[PATCH] unify itoa
Rob Landley
rob at landley.net
Tue Jul 11 12:42:38 PDT 2006
On Tuesday 11 July 2006 10:44 am, Denis Vlasenko wrote:
> On Tuesday 11 July 2006 02:47, Rob Landley wrote:
> > > The attached test program shows that snprintf is 2.5 times slower
> > > than utoa. Operations done per second:
> > > sprintf='12345678' count=27346
> > > utoa_to_buf='12345678' count=69880
> > > utoa='12345678' count=65934
> > >
> > > A few days ago I ran "hexdump | grep" over entire hard drive.
> > > Took a long time. I wish hexdump was optimized a bit better...
> >
> > I haven't really looked closely at hexdump, but what does a base 10 utoa
> > have to do with a base 16 hexdump?
>
> This is a real-life example of a program which does a lot of
> int -> string conversions, so that it actually mattered for me recently.
>
> hexdump is of course using base 16 conversion. tcpdump could be
> an example of a proc which does base 10 conversions, but I didn't
> use it lately.
Understood, but if I wanted to speed up hexdump | grep I'd profile both
hexdump and grep, and probably find out that our grep is dog slow (there's
the pending patch to speed up get_chomped_line_from_file() in my todo heap,
which is waiting for me to get back around to the sed NUL bug and make sure
that they play nice together).
> > The lookup table is a classic size/speed tradeoff, something BusyBox has
> > traditionally come down on the "size" side of. Doing a write() on the
> > result is going to be way slower than the actual conversion anyway. What
> > actual bottleneck are you seeing?
> >
> > I definitely agree the bounds checking needs to be added, though. I'll
> > do that now...
>
> The version in current svn produces _most significant_ digits
> if buffer is too small. IOW: utoa_to_buf_rob(100223,buf,3)=="10".
> The usual practuce is to produce "23".
If the buffer is too small it essentially produces garbage, we just don't want
it to overflow and stomp memory it doesn't own.
> How about this modified version?
...
> It's even a bit smaller. gcc is smart enough to know div instruction
> produces the remainder also, and we get n %= i for free.
Very nice. My only concern is on which platforms does division automatically
produce a remainder? I expect division to be supported everywhere, and to
perform fairly well. I have a vague recollection that in some cases
environments modulus is overlooked and (as a result) kind of evil, but I
don't remember specifics.
> I still dislike the speed, i/=10 eats too much CPU...

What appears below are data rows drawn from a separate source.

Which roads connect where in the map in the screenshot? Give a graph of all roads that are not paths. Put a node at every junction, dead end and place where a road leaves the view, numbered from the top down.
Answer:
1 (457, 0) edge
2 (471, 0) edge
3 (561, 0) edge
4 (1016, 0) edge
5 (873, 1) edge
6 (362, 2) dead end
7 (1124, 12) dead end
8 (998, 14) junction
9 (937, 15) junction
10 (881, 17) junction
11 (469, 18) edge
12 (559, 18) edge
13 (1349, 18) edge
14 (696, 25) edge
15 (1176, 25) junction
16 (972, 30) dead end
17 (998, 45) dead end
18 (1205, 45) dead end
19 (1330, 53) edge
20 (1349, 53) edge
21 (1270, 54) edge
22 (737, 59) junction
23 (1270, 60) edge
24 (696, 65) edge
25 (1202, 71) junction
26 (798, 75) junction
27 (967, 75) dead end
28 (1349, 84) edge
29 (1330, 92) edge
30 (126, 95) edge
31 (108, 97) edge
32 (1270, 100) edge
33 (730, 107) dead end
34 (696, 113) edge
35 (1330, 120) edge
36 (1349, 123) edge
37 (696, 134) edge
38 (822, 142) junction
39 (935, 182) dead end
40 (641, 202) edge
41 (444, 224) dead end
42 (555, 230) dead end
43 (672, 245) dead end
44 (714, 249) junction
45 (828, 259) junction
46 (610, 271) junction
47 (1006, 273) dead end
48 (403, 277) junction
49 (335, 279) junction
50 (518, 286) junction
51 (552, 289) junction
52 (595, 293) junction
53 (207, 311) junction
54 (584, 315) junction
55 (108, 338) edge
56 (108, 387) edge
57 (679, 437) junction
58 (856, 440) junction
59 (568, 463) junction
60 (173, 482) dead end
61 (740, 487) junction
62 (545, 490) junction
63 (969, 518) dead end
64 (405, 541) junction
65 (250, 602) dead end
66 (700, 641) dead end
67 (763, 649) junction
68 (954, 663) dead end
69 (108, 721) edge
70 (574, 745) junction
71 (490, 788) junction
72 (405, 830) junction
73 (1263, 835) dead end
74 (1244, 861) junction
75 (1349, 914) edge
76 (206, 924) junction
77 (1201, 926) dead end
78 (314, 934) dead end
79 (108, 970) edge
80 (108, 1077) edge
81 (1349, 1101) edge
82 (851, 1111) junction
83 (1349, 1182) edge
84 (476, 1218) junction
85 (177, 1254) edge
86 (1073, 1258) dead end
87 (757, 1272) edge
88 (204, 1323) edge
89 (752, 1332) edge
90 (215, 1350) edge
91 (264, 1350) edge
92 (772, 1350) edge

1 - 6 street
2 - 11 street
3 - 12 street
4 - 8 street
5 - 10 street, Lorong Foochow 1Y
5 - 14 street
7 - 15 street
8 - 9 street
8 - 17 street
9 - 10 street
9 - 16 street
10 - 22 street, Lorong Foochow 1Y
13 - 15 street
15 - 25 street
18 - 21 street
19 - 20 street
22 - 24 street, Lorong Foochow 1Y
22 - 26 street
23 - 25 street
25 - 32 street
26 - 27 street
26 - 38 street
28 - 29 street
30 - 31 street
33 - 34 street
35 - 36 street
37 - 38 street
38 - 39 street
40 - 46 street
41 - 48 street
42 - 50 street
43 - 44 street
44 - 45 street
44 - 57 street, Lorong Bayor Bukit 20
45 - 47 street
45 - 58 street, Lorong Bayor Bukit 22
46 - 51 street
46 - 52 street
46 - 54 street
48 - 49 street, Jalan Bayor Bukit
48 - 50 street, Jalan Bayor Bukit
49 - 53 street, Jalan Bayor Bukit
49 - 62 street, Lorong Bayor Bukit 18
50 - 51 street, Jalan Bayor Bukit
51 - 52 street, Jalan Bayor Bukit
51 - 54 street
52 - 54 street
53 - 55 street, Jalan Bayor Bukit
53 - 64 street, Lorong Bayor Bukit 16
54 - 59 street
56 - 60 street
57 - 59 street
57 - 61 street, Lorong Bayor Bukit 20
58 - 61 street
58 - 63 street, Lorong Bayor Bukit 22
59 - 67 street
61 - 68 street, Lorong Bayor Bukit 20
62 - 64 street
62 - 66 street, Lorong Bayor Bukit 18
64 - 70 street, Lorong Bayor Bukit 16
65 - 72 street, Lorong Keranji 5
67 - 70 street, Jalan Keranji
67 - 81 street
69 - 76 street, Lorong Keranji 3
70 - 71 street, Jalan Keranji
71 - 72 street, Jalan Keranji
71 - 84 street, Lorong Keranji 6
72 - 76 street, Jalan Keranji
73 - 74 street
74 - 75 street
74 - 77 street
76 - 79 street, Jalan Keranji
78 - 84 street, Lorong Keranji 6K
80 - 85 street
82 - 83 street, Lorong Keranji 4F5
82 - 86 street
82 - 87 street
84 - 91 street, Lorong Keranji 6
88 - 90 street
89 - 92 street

It's a tight L1 cache-hot loop. In a pipeline like hexdump | grep it's
unlikely to be even 1% of the total CPU overhead. What platform have you
profiled this on? I don't believe integer division has boiled down to a
subtraction loop on any interesting processor for a quarter-century (I
remember that multiplication could be done in something like 6 clock cycles
without being _that_ clever, although this is a vague recollection from my
undergraduate days circa 1993), but then I'm not entirely certain how some of
the really low-transistor-budget embedded processors (like ARM) are
implemented. I doubt they're _stupid_, though. Many of them have floating
point units, there's no reason for them to stint on integer arithmetic
operations...
Could I have some benchmark numbers on the system you're worried about,
please? I already mentioned I tried the following here:
#include <stdio.h>
// 0x4f bytes
void utoa_to_buf(unsigned n, char *buf, int buflen)
{
int i, out = 0;
for (i=1000000000; i; i/=10) {
int res = n/i;
if (res || out || i == 1) {
out++;
n -= res*i;
*buf++ = '0' + res;
}
}
*buf = 0;
}
int main(int argc, char *argv[])
{
int i;
char blah[16];
for(i=0;i<1000000;i++) {
utoa_to_buf(i, blah, 16);
}
}
Ran that under "time", and got 0.707 seconds. 1000000/.707 is 1.4 million
according to my handy dandy python interpreter (the best calculator Linux
ever shipped with). Adding bounds checking didn't slow it down _that_ much.
What do you get on the system you're worried about the performance of?
Rob
--
Never bet against the cheap plastic solution.